STUDY MATERIAL>

= = =

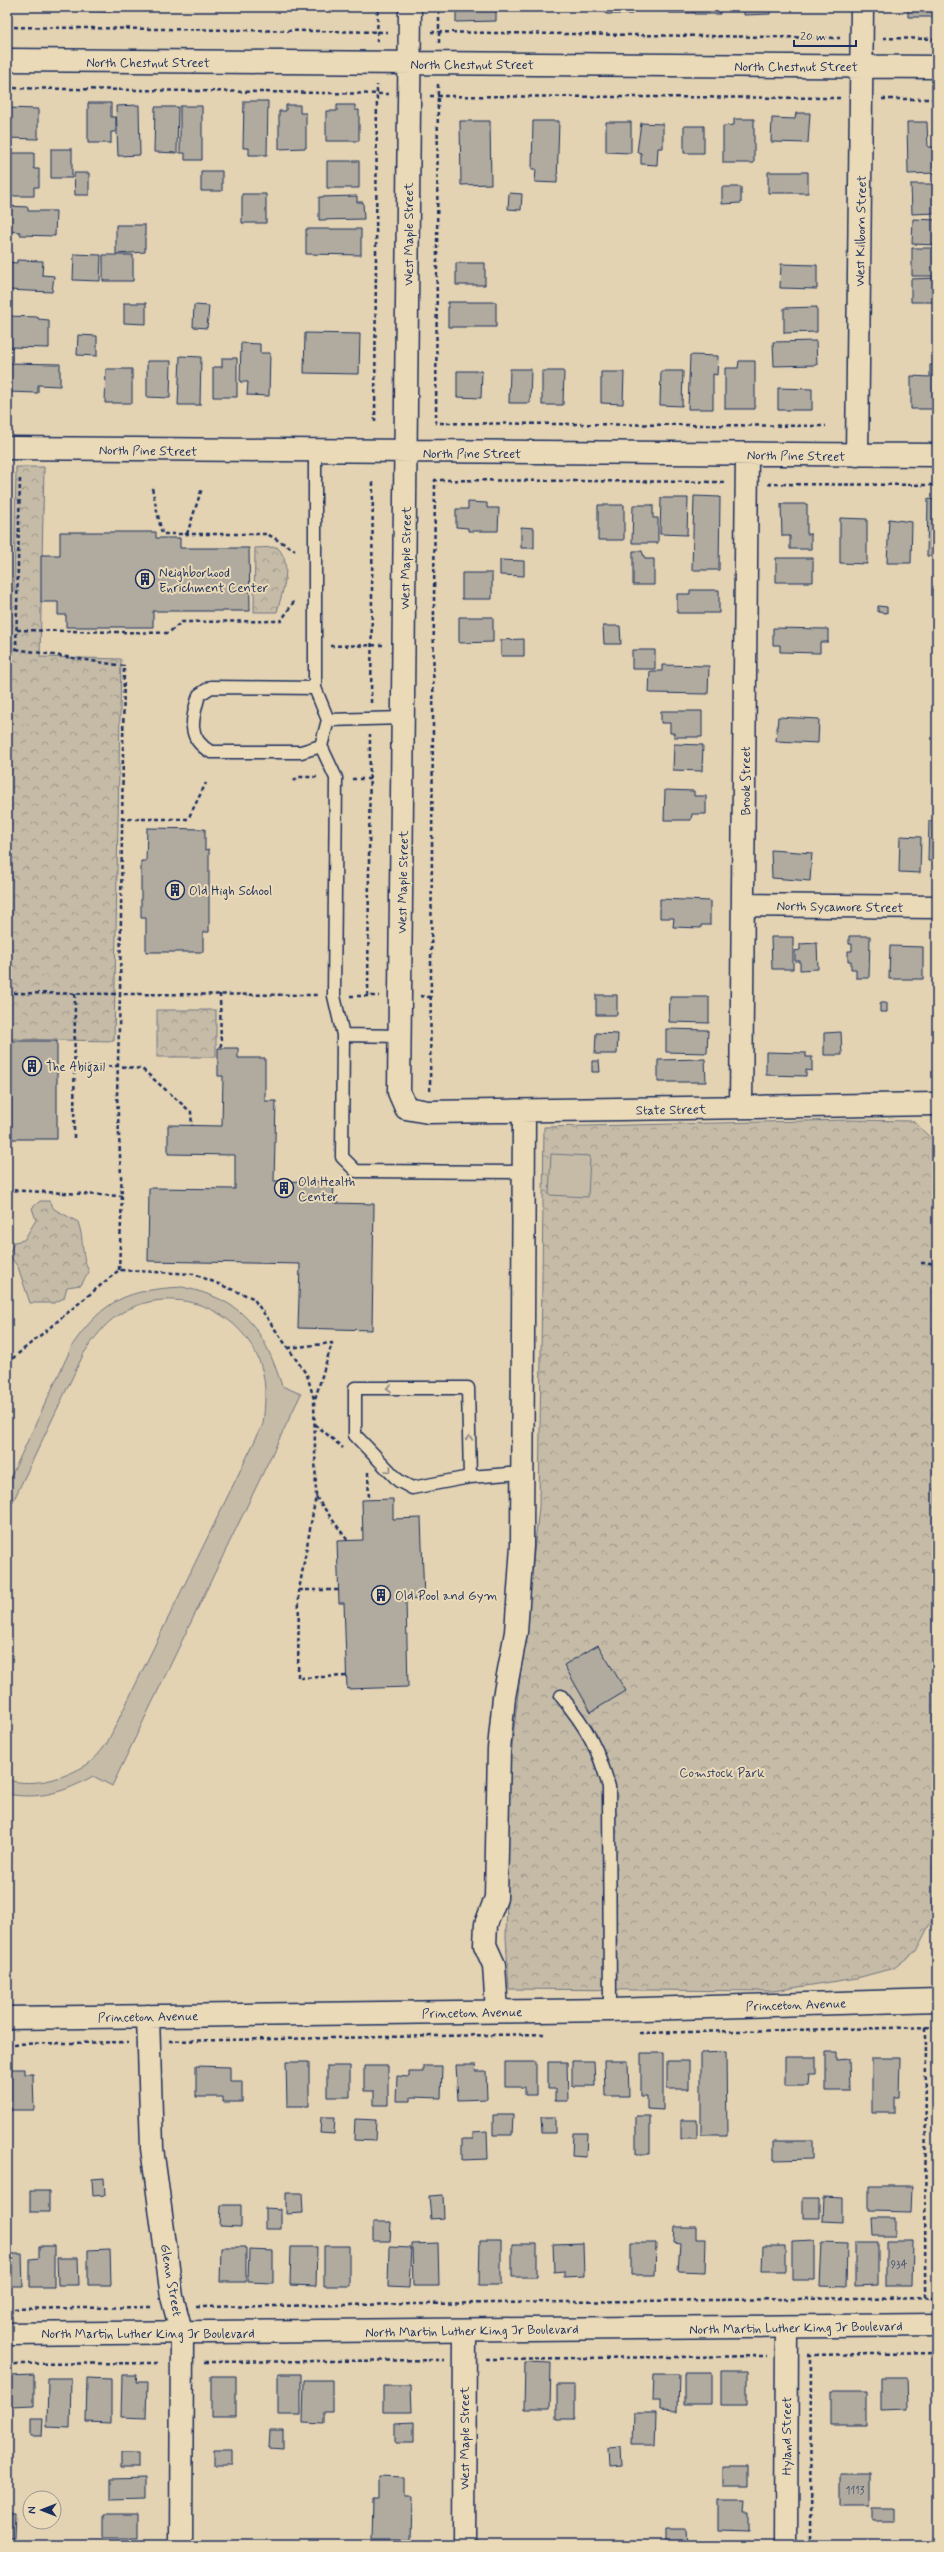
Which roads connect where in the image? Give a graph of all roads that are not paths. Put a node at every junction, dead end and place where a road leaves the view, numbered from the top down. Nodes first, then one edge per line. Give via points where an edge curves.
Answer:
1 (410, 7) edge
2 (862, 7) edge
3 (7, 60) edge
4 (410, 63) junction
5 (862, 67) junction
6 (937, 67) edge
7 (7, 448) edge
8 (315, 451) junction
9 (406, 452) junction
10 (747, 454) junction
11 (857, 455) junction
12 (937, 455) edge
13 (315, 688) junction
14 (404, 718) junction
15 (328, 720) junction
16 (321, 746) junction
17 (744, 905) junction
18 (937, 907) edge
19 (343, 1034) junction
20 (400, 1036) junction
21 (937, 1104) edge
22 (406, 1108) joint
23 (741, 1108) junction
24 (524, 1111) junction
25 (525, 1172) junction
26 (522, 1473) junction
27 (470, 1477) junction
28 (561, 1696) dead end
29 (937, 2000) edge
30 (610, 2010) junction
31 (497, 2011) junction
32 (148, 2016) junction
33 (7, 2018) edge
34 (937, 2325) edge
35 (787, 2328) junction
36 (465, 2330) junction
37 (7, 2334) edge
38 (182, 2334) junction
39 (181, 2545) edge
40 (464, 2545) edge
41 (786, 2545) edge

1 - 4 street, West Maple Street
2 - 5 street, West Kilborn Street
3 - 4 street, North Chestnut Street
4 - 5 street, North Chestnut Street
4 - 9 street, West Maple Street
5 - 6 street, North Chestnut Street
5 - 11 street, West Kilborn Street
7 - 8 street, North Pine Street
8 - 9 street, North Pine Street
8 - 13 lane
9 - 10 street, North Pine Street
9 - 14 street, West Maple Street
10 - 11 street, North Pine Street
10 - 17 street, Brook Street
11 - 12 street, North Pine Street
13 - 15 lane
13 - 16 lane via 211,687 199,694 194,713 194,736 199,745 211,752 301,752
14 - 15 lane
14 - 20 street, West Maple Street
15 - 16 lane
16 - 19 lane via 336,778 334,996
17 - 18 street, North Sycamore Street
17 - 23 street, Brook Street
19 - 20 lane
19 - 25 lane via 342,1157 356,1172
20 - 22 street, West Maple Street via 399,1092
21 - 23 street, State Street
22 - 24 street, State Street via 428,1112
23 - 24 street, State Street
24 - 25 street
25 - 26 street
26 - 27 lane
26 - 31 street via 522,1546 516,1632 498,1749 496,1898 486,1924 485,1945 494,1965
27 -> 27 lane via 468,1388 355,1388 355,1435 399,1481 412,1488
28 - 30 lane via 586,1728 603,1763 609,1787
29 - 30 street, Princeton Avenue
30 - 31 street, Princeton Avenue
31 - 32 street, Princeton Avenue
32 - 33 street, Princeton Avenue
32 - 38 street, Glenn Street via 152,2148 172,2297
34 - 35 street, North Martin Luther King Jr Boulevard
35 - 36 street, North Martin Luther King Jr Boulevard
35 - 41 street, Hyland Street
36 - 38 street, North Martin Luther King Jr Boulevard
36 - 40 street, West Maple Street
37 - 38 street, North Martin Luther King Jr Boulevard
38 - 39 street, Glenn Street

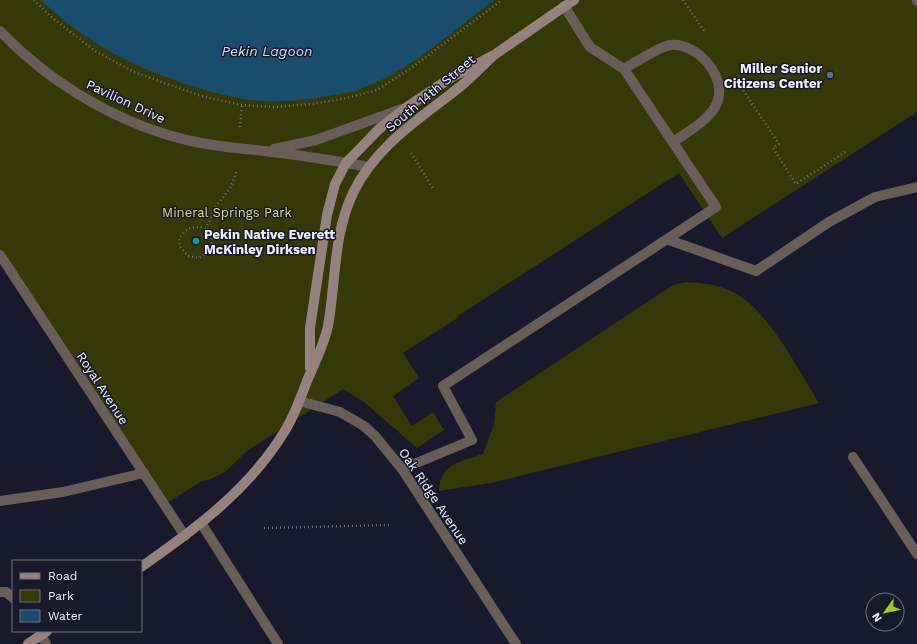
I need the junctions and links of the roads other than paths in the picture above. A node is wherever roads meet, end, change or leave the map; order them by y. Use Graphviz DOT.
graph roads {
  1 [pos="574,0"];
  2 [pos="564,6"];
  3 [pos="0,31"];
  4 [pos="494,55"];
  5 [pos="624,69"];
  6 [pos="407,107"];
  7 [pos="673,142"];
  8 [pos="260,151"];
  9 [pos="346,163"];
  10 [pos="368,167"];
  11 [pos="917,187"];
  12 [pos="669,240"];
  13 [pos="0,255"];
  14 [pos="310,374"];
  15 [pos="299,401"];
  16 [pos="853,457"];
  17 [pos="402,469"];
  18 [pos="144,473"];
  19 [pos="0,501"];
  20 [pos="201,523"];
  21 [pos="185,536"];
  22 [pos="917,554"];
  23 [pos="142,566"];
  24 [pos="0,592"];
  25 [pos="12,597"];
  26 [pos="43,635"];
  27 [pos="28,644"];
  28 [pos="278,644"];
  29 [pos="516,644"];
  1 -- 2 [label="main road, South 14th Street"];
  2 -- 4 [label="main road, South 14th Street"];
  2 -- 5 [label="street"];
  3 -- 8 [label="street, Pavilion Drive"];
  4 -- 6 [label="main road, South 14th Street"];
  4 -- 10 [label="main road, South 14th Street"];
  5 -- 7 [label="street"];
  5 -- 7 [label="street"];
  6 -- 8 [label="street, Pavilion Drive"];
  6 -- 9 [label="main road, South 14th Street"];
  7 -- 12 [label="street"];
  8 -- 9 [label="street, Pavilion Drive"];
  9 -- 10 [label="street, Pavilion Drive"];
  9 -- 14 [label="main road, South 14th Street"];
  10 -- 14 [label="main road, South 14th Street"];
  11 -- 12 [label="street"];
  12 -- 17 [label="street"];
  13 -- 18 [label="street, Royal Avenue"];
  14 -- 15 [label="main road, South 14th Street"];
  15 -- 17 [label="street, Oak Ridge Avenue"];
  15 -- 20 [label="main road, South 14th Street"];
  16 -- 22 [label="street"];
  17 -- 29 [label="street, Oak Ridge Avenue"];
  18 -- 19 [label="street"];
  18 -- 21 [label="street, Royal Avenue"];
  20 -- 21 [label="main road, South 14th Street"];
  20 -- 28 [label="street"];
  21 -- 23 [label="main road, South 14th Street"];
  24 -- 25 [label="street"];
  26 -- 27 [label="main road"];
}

= = =

WHAT TO DO>
Report every line from the listing above where the string "Maple" can be found.

REPLY>
1 - 4 street, West Maple Street
4 - 9 street, West Maple Street
9 - 14 street, West Maple Street
14 - 20 street, West Maple Street
20 - 22 street, West Maple Street via 399,1092
36 - 40 street, West Maple Street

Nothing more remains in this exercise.